Mitsubishi has a 2.5 ton condenser with two heads with a 15 amp mca, 20 amp mocp at 230v. 

As for AC only or a heat pump what difference does it make watt wise.


----------



## mgraw (Jan 14, 2011)

Mountain Electrician said:


> I'm certainly not looking for a mini split, split system or banana split for that matter. I'm doing electrical only, installation is no problem. Run some wire, hook up some wire, go home. I was trying to make sure there is sufficient power available in the existing system to accommodate the added load. If my terminology was incorrect, I apologize.
> 
> My original question was concerning calculating power requirements for mini split (ductless) AC or heat pump units. I told my potential customer they can't add a 30000 BTU per/hr heat pump to a 980 square foot condo with an electric range already installed and a 70 amp 240 volt service. Do you disagree? If so, please explain why.
> 
> After re-familiarizing myself with 220.83, I think that the two 9k BTU/hr AC only units will work in this instance. Do you agree?


I don't know what the correct answers are. Look I am not trying to give you a hard time but what they need to do is get a HVAC contractor in to do a heating and cooling calculation. Then the HVAC guy can tell them what they need and you can tell them what it will take to get them there. Just picking out units based on amp draw is not going to work. If I were you I would not suggest units because if you are wrong you are going to own it forever.


----------



## Mountain Electrician (Jan 22, 2007)

mgraw said:


> I don't know what the correct answers are. Look I am not trying to give you a hard time but what they need to do is get a HVAC contractor in to do a heating and cooling calculation. Then the HVAC guy can tell them what they need and you can tell them what it will take to get them there. Just picking out units based on amp draw is not going to work. If I were you I would not suggest units because if you are wrong you are going to own it forever.


I'm sorry, I thought I explained that in my original post, that's exactly what's going on. I'm not trying to spec out the the tonnage of the unit my self, the salesman for the HVAC company did the heat loss calculation long before he called me. Based on the tonnage of the unit, (all I have to go by, he couldn't give me the running amps, just the OCD size) I'm trying to figure out what the largest AC that can be installed, power consumption wise. He started by engineering a 2.5 ton unit, but quickly dropped the size to 18000 BTU when I said I thought the 30000 BTU unit won't work. That tells me he was trying to sell the customer something they probably didn't need, is quite possibly a scum bag, and certainly won't have my back if things go south. He may not be the most trustworthy source of technical data, he just wants to sell ACs.

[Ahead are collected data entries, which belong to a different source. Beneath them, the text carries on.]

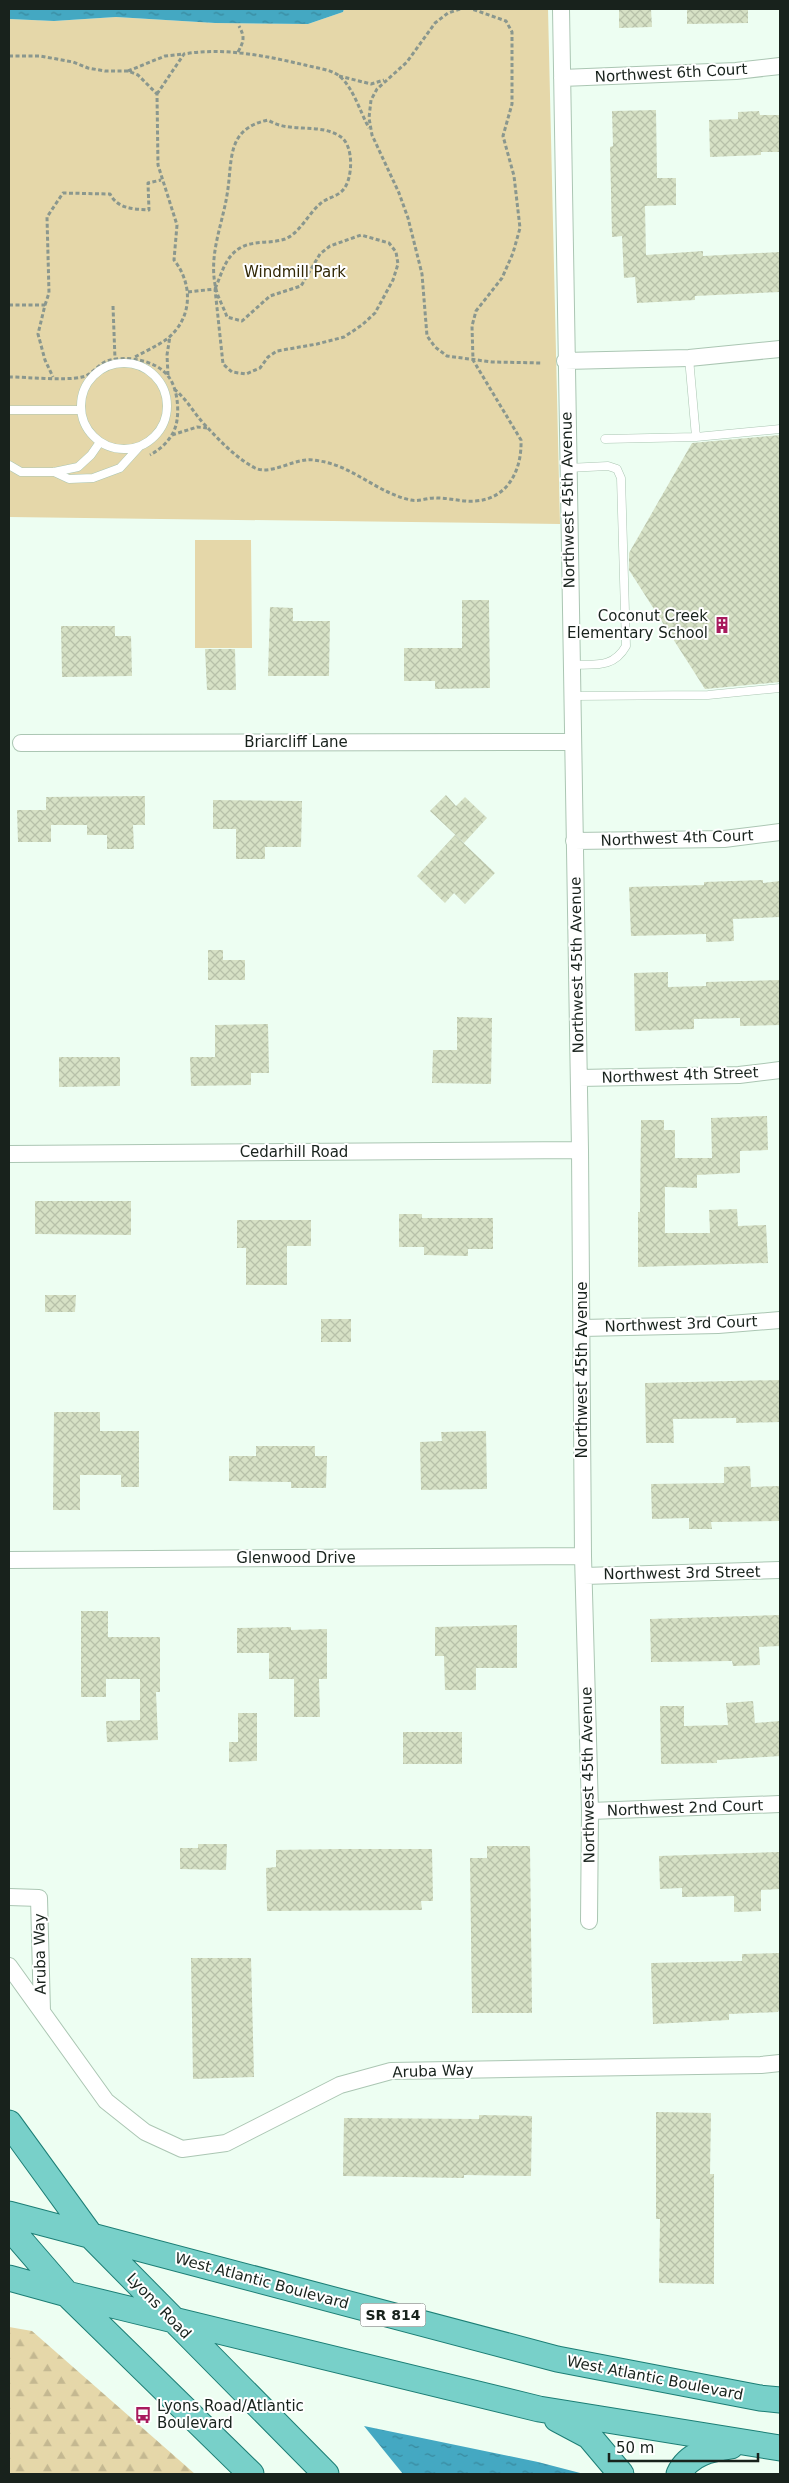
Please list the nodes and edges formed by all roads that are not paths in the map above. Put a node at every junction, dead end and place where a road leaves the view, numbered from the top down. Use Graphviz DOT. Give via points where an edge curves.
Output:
graph roads {
  1 [pos="561,9"];
  2 [pos="780,66"];
  3 [pos="562,78"];
  4 [pos="780,349"];
  5 [pos="689,358"];
  6 [pos="565,361"];
  7 [pos="9,410"];
  8 [pos="81,410"];
  9 [pos="780,430"];
  10 [pos="696,437"];
  11 [pos="605,439"];
  12 [pos="100,442"];
  13 [pos="138,447"];
  14 [pos="9,465"];
  15 [pos="567,468"];
  16 [pos="54,472"];
  17 [pos="571,665"];
  18 [pos="780,688"];
  19 [pos="572,696"];
  20 [pos="572,742"];
  21 [pos="20,743"];
  22 [pos="780,832"];
  23 [pos="574,841"];
  24 [pos="780,1070"];
  25 [pos="579,1078"];
  26 [pos="580,1150"];
  27 [pos="9,1154"];
  28 [pos="780,1320"];
  29 [pos="582,1328"];
  30 [pos="583,1556"];
  31 [pos="9,1560"];
  32 [pos="780,1570"];
  33 [pos="584,1576"];
  34 [pos="780,1804"];
  35 [pos="590,1811"];
  36 [pos="9,1896"];
  37 [pos="589,1921"];
  38 [pos="9,1966"];
  39 [pos="42,2012"];
  40 [pos="780,2062"];
  41 [pos="9,2123"];
  42 [pos="9,2214"];
  43 [pos="9,2226"];
  44 [pos="91,2236"];
  45 [pos="9,2278"];
  46 [pos="67,2294"];
  47 [pos="172,2320"];
  48 [pos="780,2400"];
  49 [pos="539,2410"];
  50 [pos="745,2443"];
  51 [pos="780,2448"];
  52 [pos="251,2474"];
  53 [pos="326,2474"];
  54 [pos="621,2474"];
  55 [pos="679,2474"];
  1 -- 3 [label="street, Northwest 45th Avenue"];
  2 -- 3 [label="street, Northwest 6th Court" via="736,71"];
  3 -- 6 [label="street, Northwest 45th Avenue"];
  4 -- 5 [label="street"];
  5 -- 6 [label="street"];
  5 -- 10 [label="lane"];
  6 -- 15 [label="street, Northwest 45th Avenue"];
  7 -- 8 [label="lane"];
  8 -- 12 [label="lane" via="88,431"];
  8 -- 13 [label="lane" via="81,398 91,378 109,365 132,364 152,373 165,392 167,414 157,435"];
  9 -- 10 [label="lane"];
  10 -- 11 [label="lane"];
  12 -- 13 [label="lane" via="116,449"];
  12 -- 16 [label="lane" via="78,467"];
  13 -- 16 [label="lane" via="120,468 93,478 69,479"];
  14 -- 16 [label="lane" via="21,472"];
  15 -- 17 [label="street, Northwest 45th Avenue"];
  15 -- 17 [label="lane" via="608,466 617,469 622,478 626,646 620,657 611,663"];
  17 -- 19 [label="street, Northwest 45th Avenue"];
  18 -- 19 [label="lane" via="708,695"];
  19 -- 20 [label="street, Northwest 45th Avenue"];
  20 -- 21 [label="street, Briarcliff Lane"];
  20 -- 23 [label="street, Northwest 45th Avenue"];
  22 -- 23 [label="street, Northwest 4th Court" via="724,839"];
  23 -- 25 [label="street, Northwest 45th Avenue"];
  24 -- 25 [label="street, Northwest 4th Street" via="739,1075"];
  25 -- 26 [label="street, Northwest 45th Avenue"];
  26 -- 27 [label="street, Cedarhill Road"];
  26 -- 29 [label="street, Northwest 45th Avenue"];
  28 -- 29 [label="street, Northwest 3rd Court"];
  29 -- 30 [label="street, Northwest 45th Avenue"];
  30 -- 31 [label="street, Glenwood Drive"];
  30 -- 33 [label="street, Northwest 45th Avenue"];
  32 -- 33 [label="street, Northwest 3rd Street"];
  33 -- 35 [label="street, Northwest 45th Avenue"];
  34 -- 35 [label="street, Northwest 2nd Court"];
  35 -- 37 [label="street, Northwest 45th Avenue"];
  36 -- 39 [label="street, Aruba Way" via="39,1898"];
  38 -- 39 [label="street, Aruba Way"];
  39 -- 40 [label="street, Aruba Way" via="106,2101 145,2132 182,2149 226,2143 340,2084 390,2071 761,2065"];
  41 -- 44 [label="main road, Lyons Road"];
  42 -- 44 [label="main road, West Atlantic Boulevard / SR 814"];
  43 -- 46 [label="main road"];
  44 -- 47 [label="main road, Lyons Road"];
  44 -- 48 [label="main road, West Atlantic Boulevard / SR 814" via="557,2359"];
  45 -- 46 [label="main road"];
  46 -- 47 [label="main road"];
  46 -- 52 [label="main road"];
  47 -- 49 [label="main road"];
  47 -- 53 [label="main road, Lyons Road"];
  49 -- 50 [label="main road"];
  49 -- 54 [label="main road" via="589,2436"];
  50 -- 51 [label="main road"];
  50 -- 55 [label="main road" via="699,2454"];
}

That's why I came here with my question, which was basically how to calculate power requirements for these ductless systems. I had been trying to do a straight BTU/hr to KW calculation, but that seems like it may be high. I've looked at different cut sheets online, but there seems to be a disparity between manufactures concerning power consumption, so the only thing I can do is get the nameplate data from whichever unit the salesman finally chooses.

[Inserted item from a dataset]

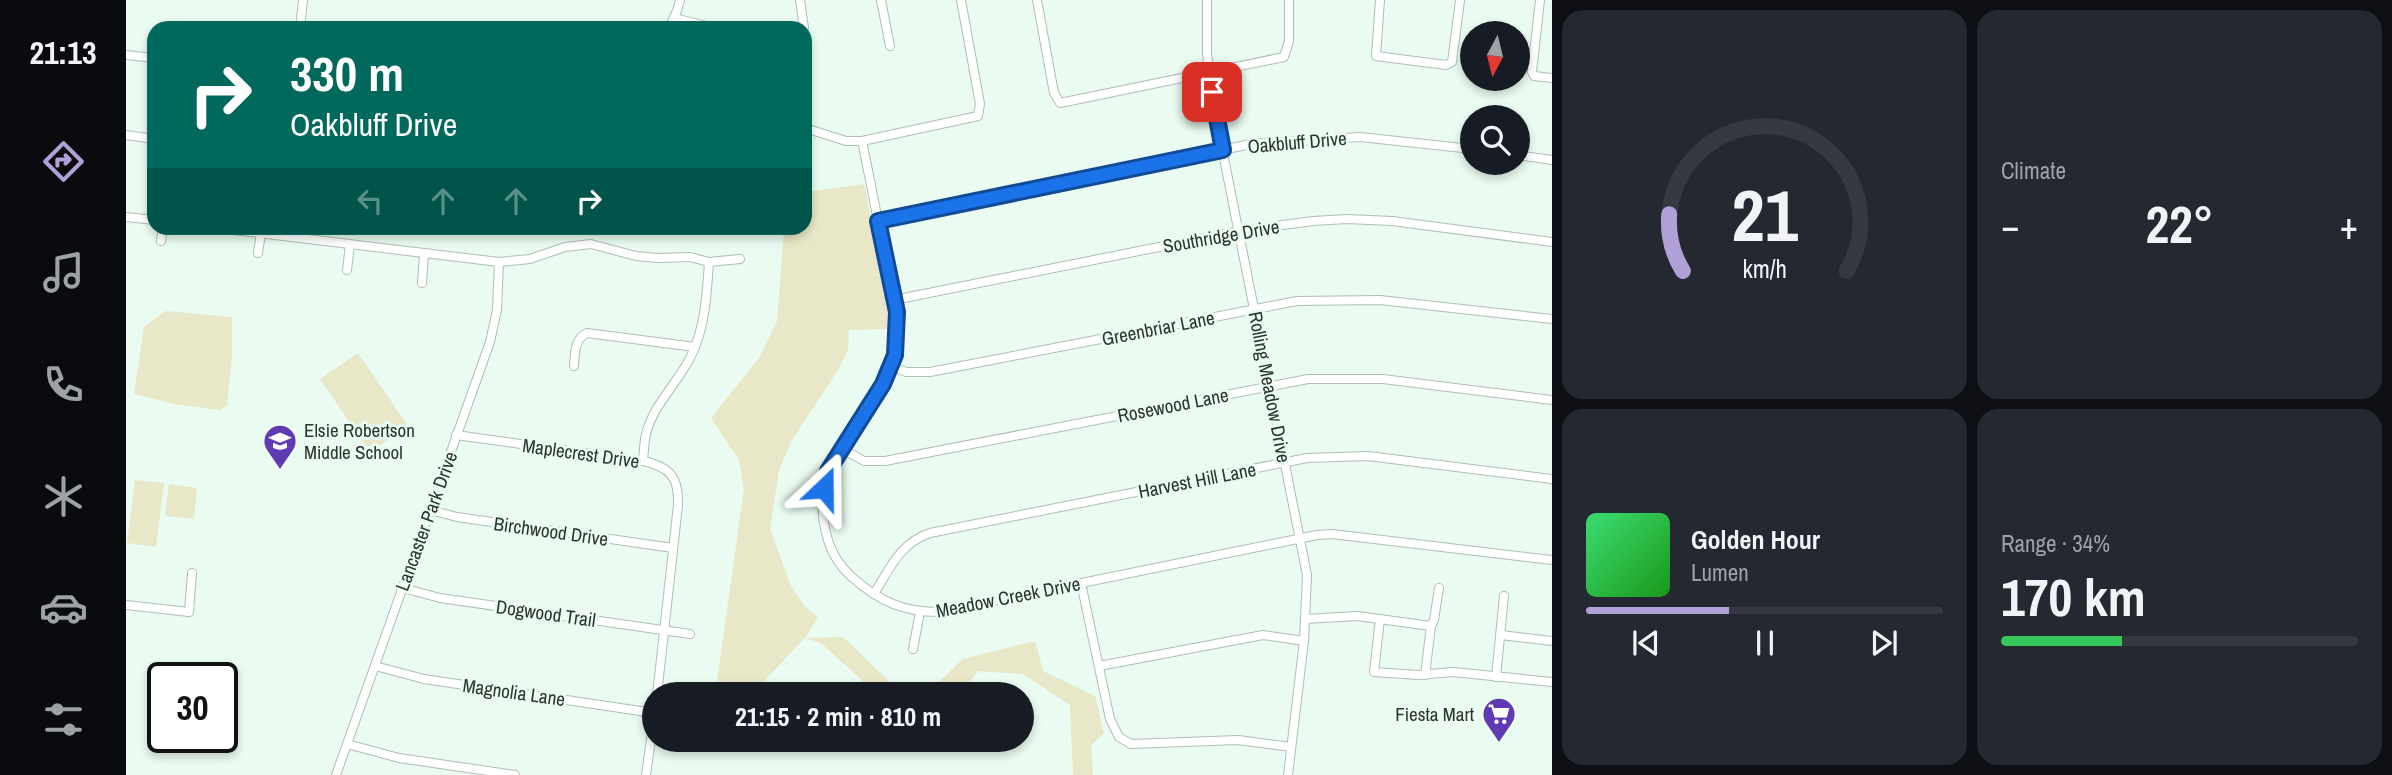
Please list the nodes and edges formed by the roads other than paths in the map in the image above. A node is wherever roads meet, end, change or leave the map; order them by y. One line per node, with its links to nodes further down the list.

As far as you trying to give me a hard time, it kinda seemed like you were. I'm an electrical professional looking for advice from other electrical professionals. I thought that's what this site was for. I don't know much about these units, and am hoping to learn more, and one way to do that is to ask questions. I am actually looking for someone with the correct answers to those questions, or at least a nudge in the right direction. Telling me "you really have no clue about what you are talking about" isn't just bad grammar, it could be taken as slightly insulting. Luckily, I'm not that sensitive. :thumbsup:


----------



## mgraw (Jan 14, 2011)

Mountain Electrician said:


> I'm sorry, I thought I explained that in my original post, that's exactly what's going on. I'm not trying to spec out the the tonnage of the unit my self, the salesman for the HVAC company did the heat loss calculation long before he called me. Based on the tonnage of the unit, (all I have to go by, he couldn't give me the running amps, just the OCD size) I'm trying to figure out what the largest AC that can be installed, power consumption wise. He started by engineering a 2.5 ton unit, but quickly dropped the size to 18000 BTU when I said I thought the 30000 BTU unit won't work. That tells me he was trying to sell the customer something they probably didn't need, is quite possibly a scum bag, and certainly won't have my back if things go south. He may not be the most trustworthy source of technical data, he just wants to sell ACs.
> 
> That's why I came here with my question, which was basically how to calculate power requirements for these ductless systems. I had been trying to do a straight BTU/hr to KW calculation, but that seems like it may be high. I've looked at different cut sheets online, but there seems to be a disparity between manufactures concerning power consumption, so the only thing I can do is get the nameplate data from whichever unit the salesman finally chooses.
> 
> As far as you trying to give me a hard time, it kinda seemed like you were. I'm an electrical professional looking for advice from other electrical professionals. I thought that's what this site was for. I don't know much about these units, and am hoping to learn more, and one way to do that is to ask questions. I am actually looking for someone with the correct answers to those questions, or at least a nudge in the right direction. Telling me "you really have no clue about what you are talking about" isn't just bad grammar, it could be taken as slightly insulting. Luckily, I'm not that sensitive. :thumbsup:


My apologies. My point was about HVAC not electrical. 3412 BTU/hr in 1 kw is for electric heat not a heat pump. You can not do a proper load calculation without getting the units data. I would really be concerned about doing work for somebody that is only interested in the "sale" and not doing the job properly.


----------



## chicken steve (Mar 22, 2011)

Methinks the only thing i could fault you on is listening to some  oilocracy salesman dangling the carrot here Mountain dude.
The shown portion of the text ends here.